The Prince is a relatively short text that wouldn't take more than an hour or two to read for most. Most of it is what I would perceive to be common knowledge (but it has a couple of interesting points I'll dive into momentarily). It's far more interesting reading up on those who were influenced by the text itself. From royalty across Europe, to the US founding fathers to the Italian-American mob bosses.
Essentially the text describes what someone in power should do in order to ensure they stay in power. In a nutshell, he advocates that a ruler maintains a positive and moral appearance but does immoral and negative things when the need arises. The ruler should keep his people happy, but fearful and those in powerful positions under the ruler should be appeased with both money and power so they shouldn't seek to overthrow you but at the same time they should be in a position to fear severe consequences from either the ruler or the people should they ever cross the ruler. The ruler should pick his friends carefully, never ally himself with a stronger party and when it comes to war rely on his own people rather than his allies or mercenaries.

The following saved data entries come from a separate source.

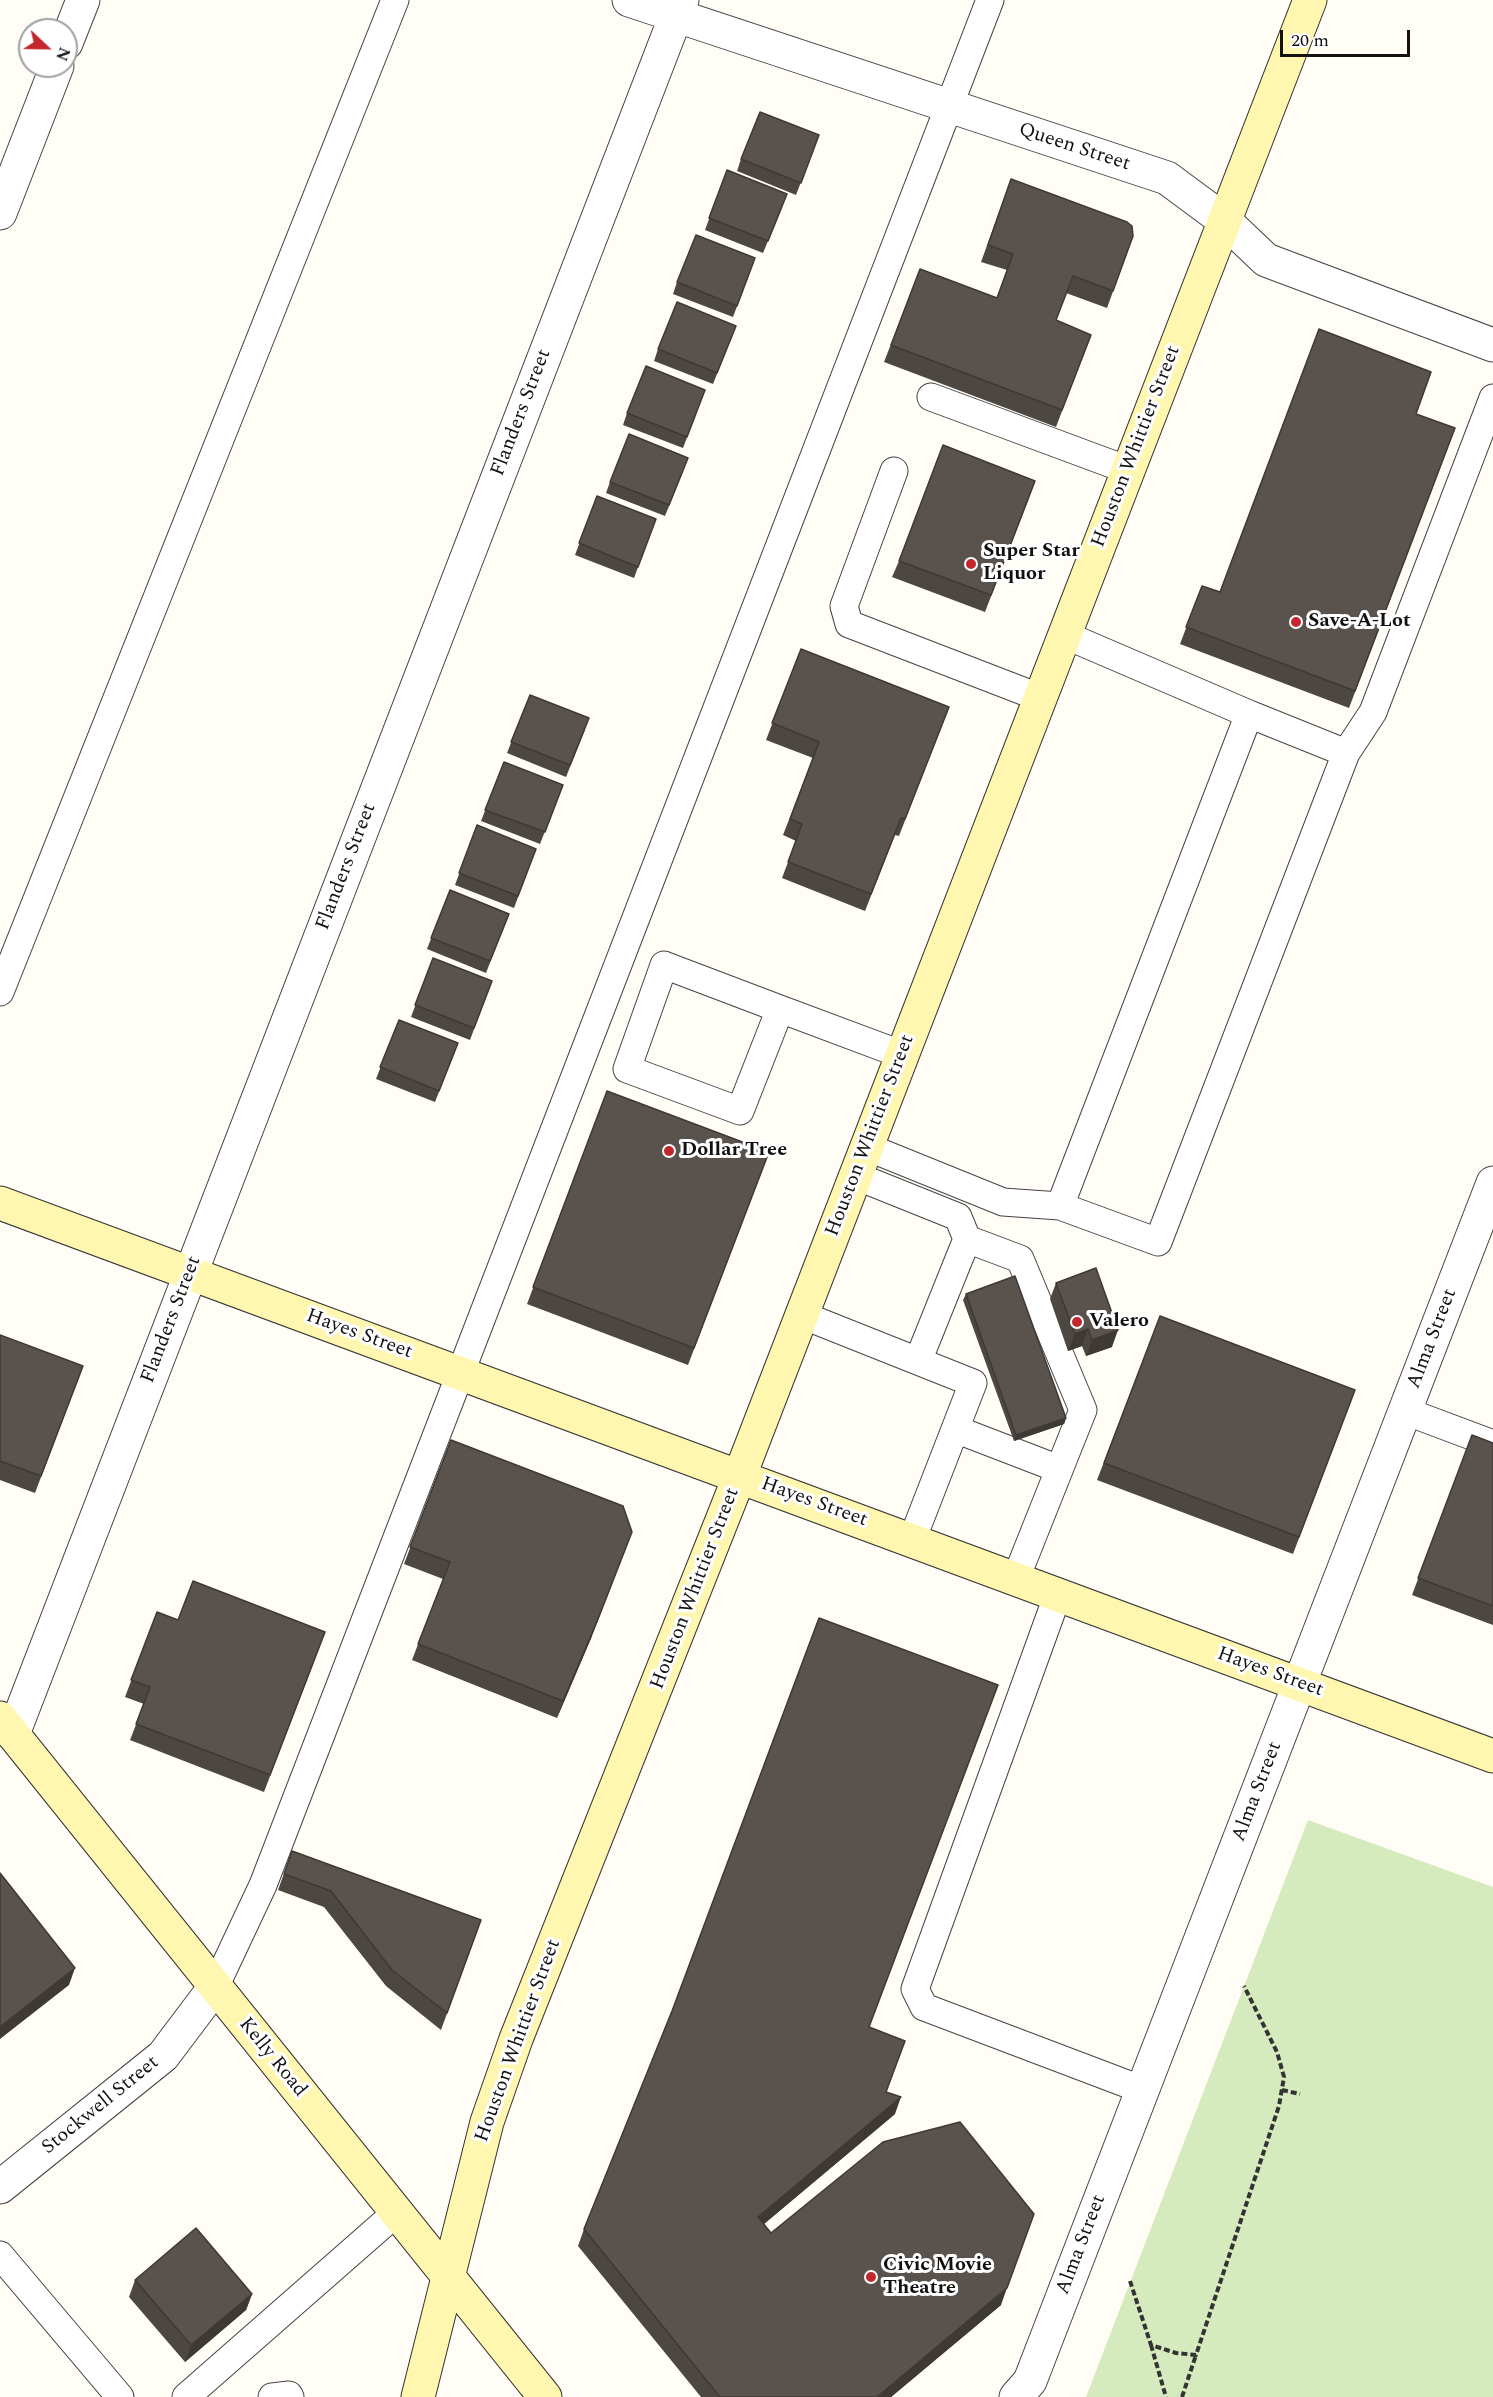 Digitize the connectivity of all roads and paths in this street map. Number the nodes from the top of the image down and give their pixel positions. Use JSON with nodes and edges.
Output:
{"nodes":[{"id":1,"x":82,"y":0,"type":"edge"},
{"id":2,"x":395,"y":0,"type":"edge"},
{"id":3,"x":629,"y":0,"type":"edge"},
{"id":4,"x":990,"y":0,"type":"edge"},
{"id":5,"x":1310,"y":0,"type":"edge"},
{"id":6,"x":679,"y":8,"type":"edge"},
{"id":7,"x":75,"y":18,"type":"edge"},
{"id":8,"x":52,"y":78,"type":"edge"},
{"id":9,"x":949,"y":106,"type":"junction"},
{"id":10,"x":0,"y":213,"type":"edge"},
{"id":11,"x":1225,"y":221,"type":"junction"},
{"id":12,"x":1493,"y":345,"type":"edge"},
{"id":13,"x":931,"y":397,"type":"dead end"},
{"id":14,"x":1493,"y":398,"type":"edge"},
{"id":15,"x":1128,"y":470,"type":"junction"},
{"id":16,"x":894,"y":471,"type":"dead end"},
{"id":17,"x":1065,"y":635,"type":"junction"},
{"id":18,"x":1041,"y":698,"type":"junction"},
{"id":19,"x":1249,"y":714,"type":"junction"},
{"id":20,"x":1346,"y":753,"type":"junction"},
{"id":21,"x":624,"y":950,"type":"junction"},
{"id":22,"x":664,"y":965,"type":"junction"},
{"id":23,"x":0,"y":992,"type":"edge"},
{"id":24,"x":780,"y":1009,"type":"junction"},
{"id":25,"x":903,"y":1055,"type":"junction"},
{"id":26,"x":862,"y":1161,"type":"junction"},
{"id":27,"x":1493,"y":1183,"type":"edge"},
{"id":28,"x":0,"y":1203,"type":"edge"},
{"id":29,"x":1060,"y":1206,"type":"junction"},
{"id":30,"x":967,"y":1239,"type":"junction"},
{"id":31,"x":190,"y":1272,"type":"junction"},
{"id":32,"x":802,"y":1314,"type":"junction"},
{"id":33,"x":918,"y":1361,"type":"junction"},
{"id":34,"x":461,"y":1372,"type":"junction"},
{"id":35,"x":1405,"y":1411,"type":"junction"},
{"id":36,"x":955,"y":1429,"type":"junction"},
{"id":37,"x":1493,"y":1444,"type":"edge"},
{"id":38,"x":1059,"y":1469,"type":"junction"},
{"id":39,"x":740,"y":1475,"type":"junction"},
{"id":40,"x":912,"y":1540,"type":"junction"},
{"id":41,"x":1016,"y":1578,"type":"junction"},
{"id":42,"x":1058,"y":1594,"type":"junction"},
{"id":43,"x":1299,"y":1684,"type":"junction"},
{"id":44,"x":6,"y":1726,"type":"edge"},
{"id":45,"x":1493,"y":1756,"type":"edge"},
{"id":46,"x":1244,"y":1986,"type":"dead end"},
{"id":47,"x":215,"y":1987,"type":"junction"},
{"id":48,"x":1143,"y":2090,"type":"junction"},
{"id":49,"x":1282,"y":2090,"type":"junction"},
{"id":50,"x":1300,"y":2094,"type":"dead end"},
{"id":51,"x":0,"y":2187,"type":"edge"},
{"id":52,"x":397,"y":2212,"type":"junction"},
{"id":53,"x":0,"y":2255,"type":"edge"},
{"id":54,"x":448,"y":2276,"type":"junction"},
{"id":55,"x":1130,"y":2281,"type":"dead end"},
{"id":56,"x":1151,"y":2344,"type":"junction"},
{"id":57,"x":1196,"y":2355,"type":"junction"},
{"id":58,"x":120,"y":2397,"type":"edge"},
{"id":59,"x":186,"y":2397,"type":"edge"},
{"id":60,"x":272,"y":2397,"type":"edge"},
{"id":61,"x":290,"y":2397,"type":"edge"},
{"id":62,"x":418,"y":2397,"type":"edge"},
{"id":63,"x":545,"y":2397,"type":"edge"},
{"id":64,"x":1016,"y":2397,"type":"edge"},
{"id":65,"x":1166,"y":2397,"type":"edge"},
{"id":66,"x":1182,"y":2397,"type":"edge"}],
"edges":[{"from":1,"to":7,"type":"street"},
{"from":2,"to":23,"type":"lane"},
{"from":3,"to":6,"type":"street","name":"Queen Street"},
{"from":4,"to":9,"type":"lane"},
{"from":5,"to":11,"type":"street","name":"Houston Whittier Street"},
{"from":6,"to":9,"type":"street","name":"Queen Street"},
{"from":6,"to":31,"type":"street","name":"Flanders Street"},
{"from":8,"to":10,"type":"street"},
{"from":9,"to":11,"type":"street","name":"Queen Street"},
{"from":9,"to":21,"type":"lane"},
{"from":11,"to":12,"type":"street","name":"Queen Street"},
{"from":11,"to":15,"type":"street","name":"Houston Whittier Street"},
{"from":13,"to":15,"type":"lane"},
{"from":14,"to":20,"type":"lane"},
{"from":15,"to":17,"type":"street","name":"Houston Whittier Street"},
{"from":16,"to":18,"type":"lane"},
{"from":17,"to":18,"type":"street","name":"Houston Whittier Street"},
{"from":17,"to":19,"type":"lane"},
{"from":18,"to":25,"type":"street","name":"Houston Whittier Street"},
{"from":19,"to":20,"type":"lane"},
{"from":19,"to":29,"type":"lane"},
{"from":20,"to":29,"type":"lane"},
{"from":21,"to":22,"type":"lane"},
{"from":21,"to":34,"type":"lane"},
{"from":22,"to":24,"type":"lane"},
{"from":22,"to":24,"type":"lane"},
{"from":24,"to":25,"type":"lane"},
{"from":25,"to":26,"type":"street","name":"Houston Whittier Street"},
{"from":26,"to":29,"type":"lane"},
{"from":26,"to":30,"type":"lane"},
{"from":26,"to":32,"type":"street","name":"Houston Whittier Street"},
{"from":27,"to":35,"type":"street","name":"Alma Street"},
{"from":28,"to":31,"type":"street","name":"Hayes Street"},
{"from":30,"to":33,"type":"lane"},
{"from":30,"to":38,"type":"lane"},
{"from":31,"to":34,"type":"street","name":"Hayes Street"},
{"from":31,"to":44,"type":"street","name":"Flanders Street"},
{"from":32,"to":33,"type":"lane"},
{"from":32,"to":39,"type":"street","name":"Houston Whittier Street"},
{"from":33,"to":36,"type":"lane"},
{"from":34,"to":39,"type":"street","name":"Hayes Street"},
{"from":34,"to":47,"type":"lane"},
{"from":35,"to":37,"type":"lane"},
{"from":35,"to":43,"type":"street","name":"Alma Street"},
{"from":36,"to":38,"type":"lane"},
{"from":36,"to":40,"type":"lane"},
{"from":38,"to":41,"type":"lane"},
{"from":39,"to":40,"type":"street","name":"Hayes Street"},
{"from":39,"to":54,"type":"street","name":"Houston Whittier Street"},
{"from":40,"to":41,"type":"street","name":"Hayes Street"},
{"from":41,"to":42,"type":"street","name":"Hayes Street"},
{"from":42,"to":43,"type":"street","name":"Hayes Street"},
{"from":42,"to":48,"type":"lane"},
{"from":43,"to":45,"type":"street","name":"Hayes Street"},
{"from":43,"to":48,"type":"street","name":"Alma Street"},
{"from":44,"to":47,"type":"street","name":"Kelly Road"},
{"from":46,"to":49,"type":"path"},
{"from":47,"to":51,"type":"street","name":"Stockwell Street"},
{"from":47,"to":52,"type":"street","name":"Kelly Road"},
{"from":48,"to":64,"type":"street","name":"Alma Street"},
{"from":49,"to":50,"type":"path"},
{"from":49,"to":57,"type":"path"},
{"from":52,"to":54,"type":"street","name":"Kelly Road"},
{"from":52,"to":59,"type":"lane"},
{"from":53,"to":58,"type":"lane"},
{"from":54,"to":62,"type":"street","name":"Houston Whittier Street"},
{"from":54,"to":63,"type":"street","name":"Kelly Road"},
{"from":55,"to":56,"type":"path"},
{"from":56,"to":57,"type":"path"},
{"from":56,"to":65,"type":"path"},
{"from":57,"to":66,"type":"path"},
{"from":60,"to":61,"type":"lane"}]}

One interesting point he brings up was the fact that a ruler should arm his people. Essentially he befriends the nation as a whole and can only make friends with such a decision. On the other hand, disarming the people will definitely create enemies and will not create friends. This is an interesting point to consider because Machiavelli's tactics are all about manipulation. You give people token gestures of goodwill to ensure loyalty and to distract them from or remove their need to revolt. Any kind of barbaric or controlling behavior, so long as it's limited and sprinkled occasionally will be forgiven if the above is followed.
I see a correlation with the US and its gun policies. It ultimately bothers me not what Americans do regarding their gun policy but it's interesting to note how Americans are blind the the US government's sleight of hand tactics to remove their other rights. This is mainly because the government keeps them distracted with their attention focused on other issues and ultimately, the US wants its citizens armed as it keeps them loyal and keeps them under its thumb. Exactly what it wants.
Anyways, after reading this text I came across this excert from a letter that Machiavelli wrote and found it resonated with me. Many of us work in jobs not necessarily tied to our interests and find ourselves doing what we cherish only in our quiet time at home and perhaps not all that often either mind you. So, I leave you with this quote:
Machiavelli having been kicked out from his prestigious position, tortured and then exiled to a farm had this to say about his life at that moment:
When evening comes, I go back home, and go to my study. On the threshold, I take off my work clothes, covered in mud and filth, and I put on the clothes an ambassador would wear. Decently dressed, I enter the ancient courts of rulers who have long since died. There, I am warmly welcomed, and I feed on the only food I find nourishing and was born to savor. I am not ashamed to talk to them and ask them to explain their actions and they, out of kindness, answer me. Four hours go by without my feeling any anxiety. I forget every worry. I am no longer afraid of poverty or frightened of death. I live entirely through them.